On the eve of D-Day, June 6, 1944, 14,000 Canadian soldiers sat shivering in their ships, waiting anxiously for the decision to come. Was the invasion on or not?
Originally the plan had been to launch the assault on June 5, 77 years ago today. However, brutal Channel weather, the worst June weather in 40 years, had forced a 24-hour postponement.
But was it merely a postponement, or might it turn into a full-scale stand-down? There were only a handful of dates each month when the tides were right for an invasion across the Normandy beaches.
June 6 was close to the last such day that month, and July was leaving it very late.
The Germans had already drawn their own conclusions. The weather looked impossible, both for a seaborne invasion and for air cover. Germany’s commanding general, Erwin Rommel, had left by car to visit his wife.
But the British had weather stations farther west than Germany, and a short gap in the storm fronts was spotted, timed to arrive the next day. The decision was made, and early on the morning of June 6, an armada of 5,000 ships put to sea, the largest ever assembled.
In fact, though the crossing was grim for men in small craft, complete surprise was achieved.

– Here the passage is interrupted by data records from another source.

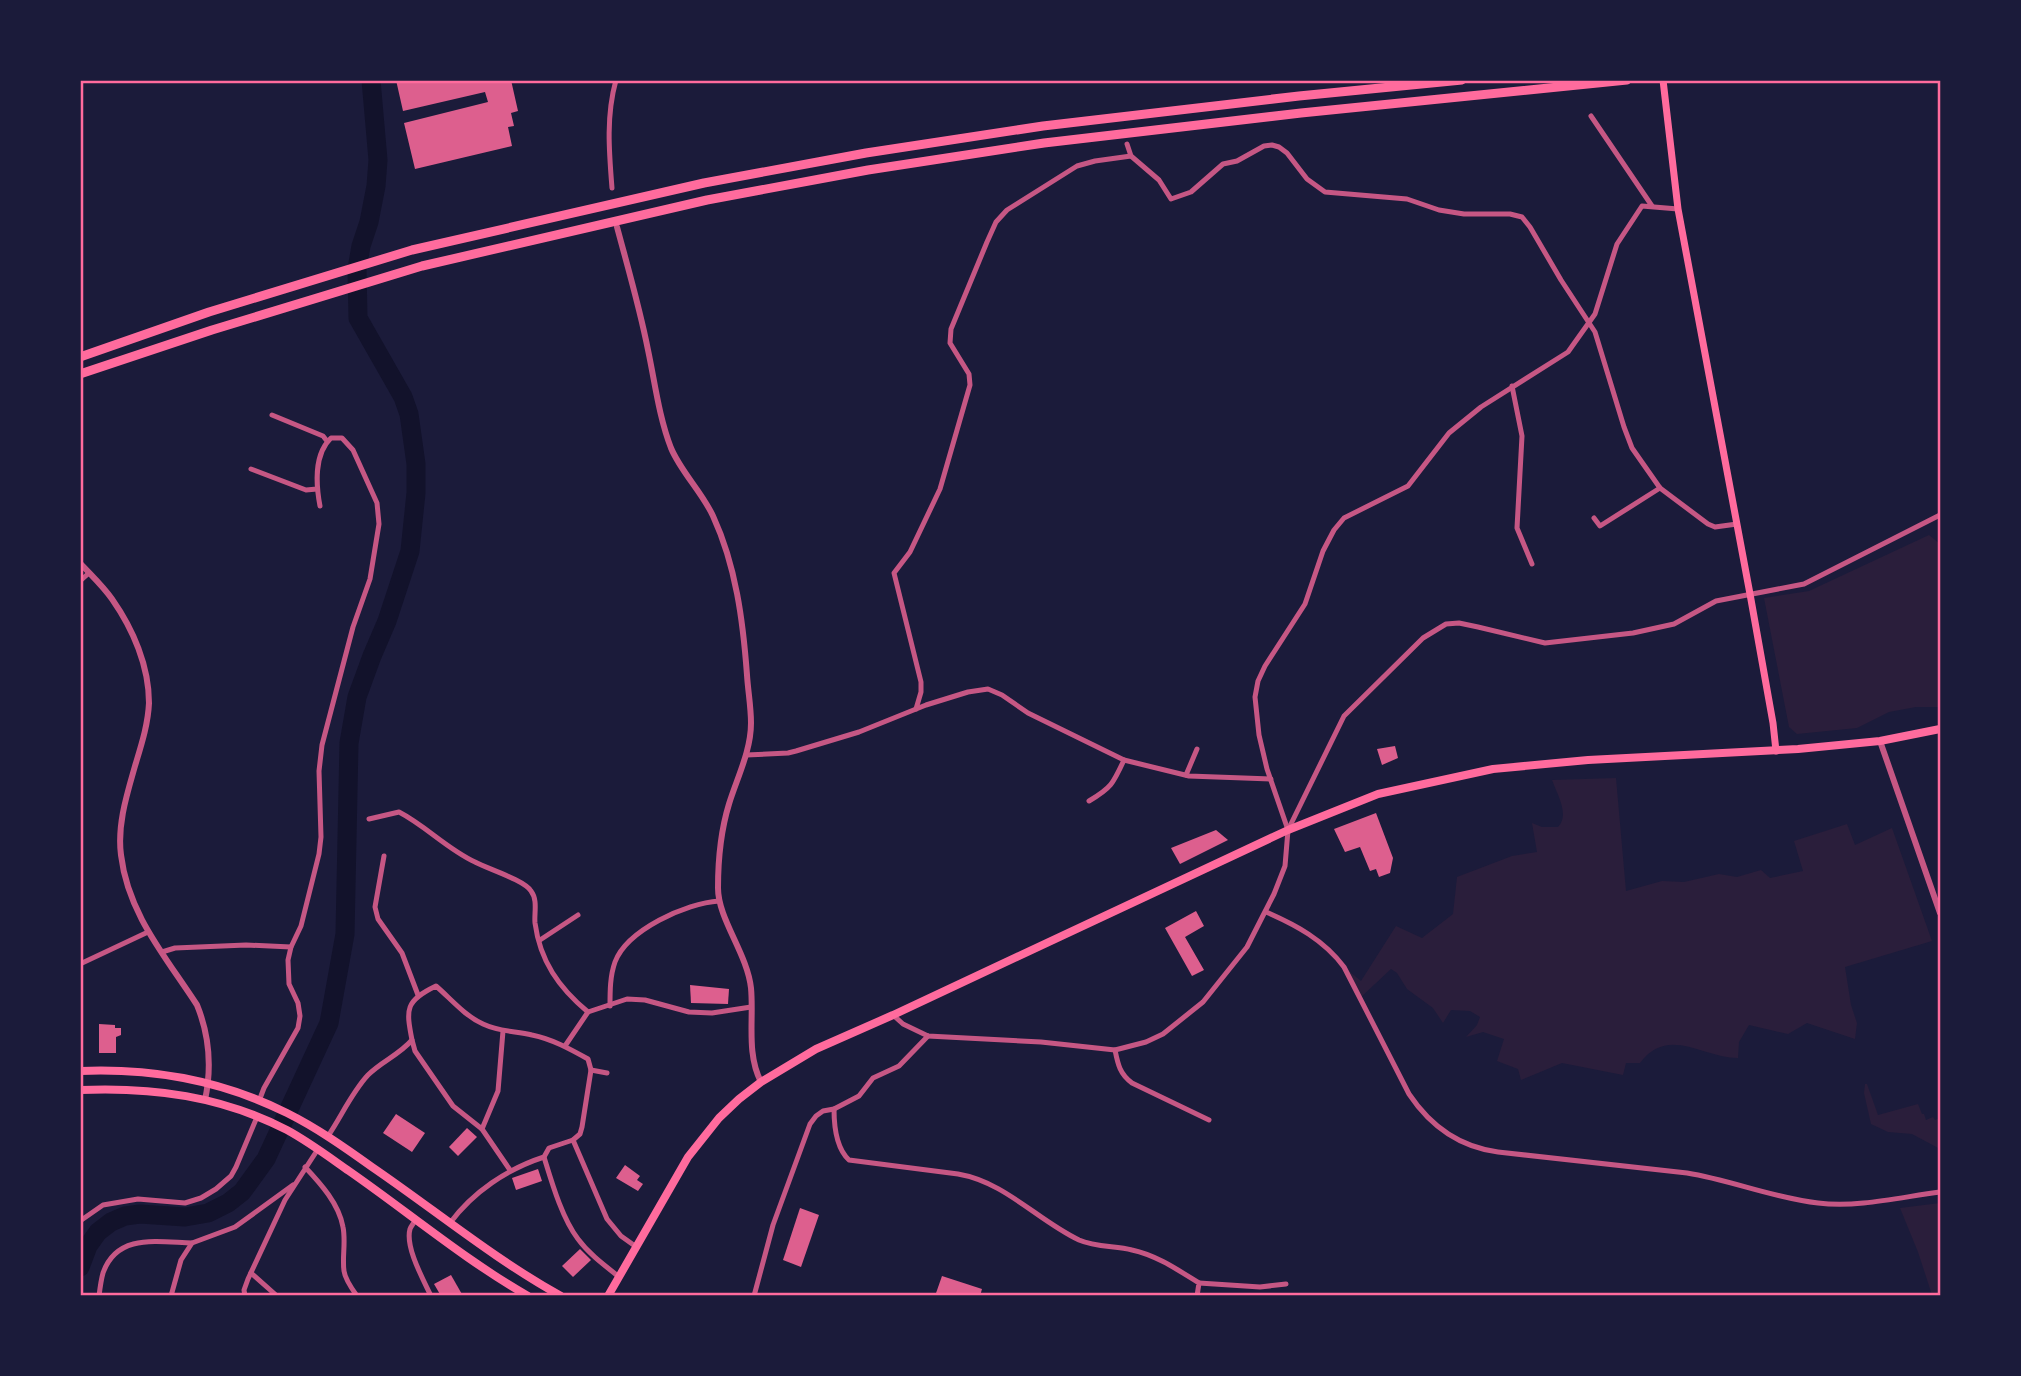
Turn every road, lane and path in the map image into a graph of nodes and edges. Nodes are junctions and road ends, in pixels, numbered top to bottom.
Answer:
1 (616, 80) edge
2 (1462, 80) edge
3 (1627, 80) edge
4 (1663, 80) edge
5 (1591, 116) dead end
6 (1127, 144) dead end
7 (1131, 156) junction
8 (612, 188) dead end
9 (1653, 206) junction
10 (1678, 209) junction
11 (617, 227) dead end
12 (1590, 321) junction
13 (80, 357) edge
14 (80, 374) edge
15 (1512, 386) junction
16 (272, 415) dead end
17 (327, 440) junction
18 (251, 469) dead end
19 (1660, 488) junction
20 (317, 489) junction
21 (320, 506) dead end
22 (1941, 515) edge
23 (1594, 518) dead end
24 (1737, 524) junction
25 (80, 563) edge
26 (1532, 564) dead end
27 (89, 573) junction
28 (80, 581) edge
29 (1750, 594) junction
30 (916, 709) junction
31 (1941, 729) edge
32 (1880, 741) junction
33 (1197, 749) dead end
34 (1776, 751) junction
35 (746, 755) junction
36 (1124, 760) junction
37 (1186, 775) junction
38 (1271, 779) junction
39 (1089, 801) dead end
40 (369, 818) dead end
41 (1288, 830) junction
42 (383, 856) dead end
43 (719, 901) junction
44 (1266, 912) junction
45 (1941, 913) edge
46 (578, 915) dead end
47 (148, 932) junction
48 (540, 940) junction
49 (291, 947) junction
50 (162, 952) junction
51 (80, 964) edge
52 (418, 995) junction
53 (610, 1006) junction
54 (751, 1007) junction
55 (588, 1012) junction
56 (893, 1016) junction
57 (503, 1031) junction
58 (928, 1036) junction
59 (412, 1041) junction
60 (565, 1046) junction
61 (1115, 1050) junction
62 (591, 1070) junction
63 (80, 1071) edge
64 (607, 1073) dead end
65 (761, 1082) junction
66 (209, 1084) junction
67 (80, 1090) edge
68 (205, 1100) junction
69 (262, 1102) junction
70 (834, 1109) junction
71 (259, 1118) junction
72 (1209, 1120) dead end
73 (482, 1129) junction
74 (328, 1136) junction
75 (573, 1140) junction
76 (318, 1149) junction
77 (544, 1157) junction
78 (305, 1167) junction
79 (510, 1170) junction
80 (293, 1185) junction
81 (1941, 1192) edge
82 (416, 1219) junction
83 (80, 1221) edge
84 (450, 1223) junction
85 (192, 1243) junction
86 (635, 1247) junction
87 (251, 1273) junction
88 (618, 1276) junction
89 (1199, 1283) junction
90 (1286, 1284) dead end
91 (524, 1295) edge
92 (99, 1296) edge
93 (171, 1296) edge
94 (246, 1296) edge
95 (277, 1296) edge
96 (357, 1296) edge
97 (430, 1296) edge
98 (561, 1296) edge
99 (608, 1296) edge
100 (754, 1296) edge
101 (1197, 1296) edge

1 - 8 street
2 - 13 highway
3 - 14 highway
4 - 10 main road
5 - 9 street
6 - 7 street
7 - 12 street
7 - 30 street
9 - 10 street
9 - 12 street
10 - 24 main road
11 - 35 street
12 - 15 street
12 - 19 street
15 - 26 street
15 - 38 street
16 - 17 street
17 - 20 street
17 - 49 street
18 - 20 street
19 - 23 street
19 - 24 street
20 - 21 street
22 - 29 street
24 - 29 main road
25 - 27 street
27 - 28 street
27 - 47 street
29 - 34 main road
29 - 41 street
30 - 35 street
30 - 36 street
31 - 32 main road
32 - 34 main road
32 - 45 street
33 - 37 street
34 - 41 main road
35 - 43 street
36 - 37 street
36 - 39 street
37 - 38 street
38 - 41 street
40 - 48 street
41 - 44 street
41 - 56 main road
42 - 52 street
43 - 53 street
43 - 54 street
44 - 61 street
44 - 81 street
46 - 48 street
47 - 50 street
47 - 51 street
48 - 55 street
49 - 50 street
49 - 69 street
50 - 66 street
52 - 57 street
52 - 59 street
53 - 54 street
53 - 55 street
54 - 65 street
55 - 60 street
56 - 58 street
56 - 65 main road
57 - 60 street
57 - 73 street
58 - 61 street
58 - 70 street
59 - 73 street
59 - 74 street
60 - 62 street
61 - 72 street
62 - 64 street
62 - 75 street
63 - 66 main road
65 - 86 main road
66 - 68 street
66 - 69 main road
67 - 68 main road
68 - 71 main road
69 - 74 main road
70 - 89 street
70 - 100 street
71 - 76 main road
71 - 83 street
73 - 79 street
74 - 84 main road
75 - 77 street
75 - 86 street
76 - 78 street
76 - 82 main road
77 - 79 street
77 - 88 street
78 - 80 street
78 - 96 street
79 - 84 street
80 - 85 street
80 - 87 street
82 - 91 main road
82 - 97 street
84 - 98 main road
85 - 92 street
85 - 93 street
86 - 88 main road
87 - 94 street
87 - 95 street
88 - 99 main road
89 - 90 street
89 - 101 street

Even so, paratroops supposed to land close behind enemy lines were in many cases blown miles from their target.
And some of the tanks that were designed to “swim” ashore foundered in the heavy shore surf, drowning their crews.
Nevertheless, by the end of that longest day, close to 160,000 troops had made the crossing successfully and the liberation of France had begun.
By far the most rapid progress was made by the Canadian forces at Juno Beach, one of five beaches assaulted. By day’s end, the Third Canadian Infantry Division had pushed further inland than any of the Allied forces, and one of its tank troops was the only unit to reach its intended target that day.
Even so, in the initial assault, heavy casualties were suffered. One in two of the Canadians who landed on June 6 were killed or wounded.
It had been thought that the German gun emplacements along the coast would either be destroyed or heavily damaged by bombing and naval bombardment. But this proved a false hope.
On all of the beaches, the assault troops came under murderous fire. At Omaha Beach in particular, at the western end of the assault zone, two American divisions were temporarily brought to a halt. More than 2,500 men were killed, wounded or missing in the initial attack.
The setback was so serious, General Bernard Montgomery, who commanded the invasion, gave thought to abandoning the Omaha landings.
But the Americans held on, and by nightfall had control of the beach and the immediate hinterland.
It’s worth setting these events against the perils we see before us today: climate change, an infectious pandemic, economic disruption, homelessness. All of these demand our attention and occupy to the fullest the political arena.
Yet military threats do still exist. China is building a huge navy and menacing Taiwan.
North Korea does its best to destabilize the region.
Russia is becoming more belligerent, and Iran wants to become a nuclear power.
None of these threats is on the same scale, so far, as the events that led directly to the Second World War.
Yet that war came about because peace-loving nations turned their backs on numerous prior warnings of trouble to come.
There are lessons to be learned from that. Preoccupied with internal challenges as we are, there is still a need to look further afield.
It has been said of the men who died in the D-Day landings that they gave up all their tomorrows so that we may have our todays.
The best way to recognize that sacrifice is to make sure we never need it again.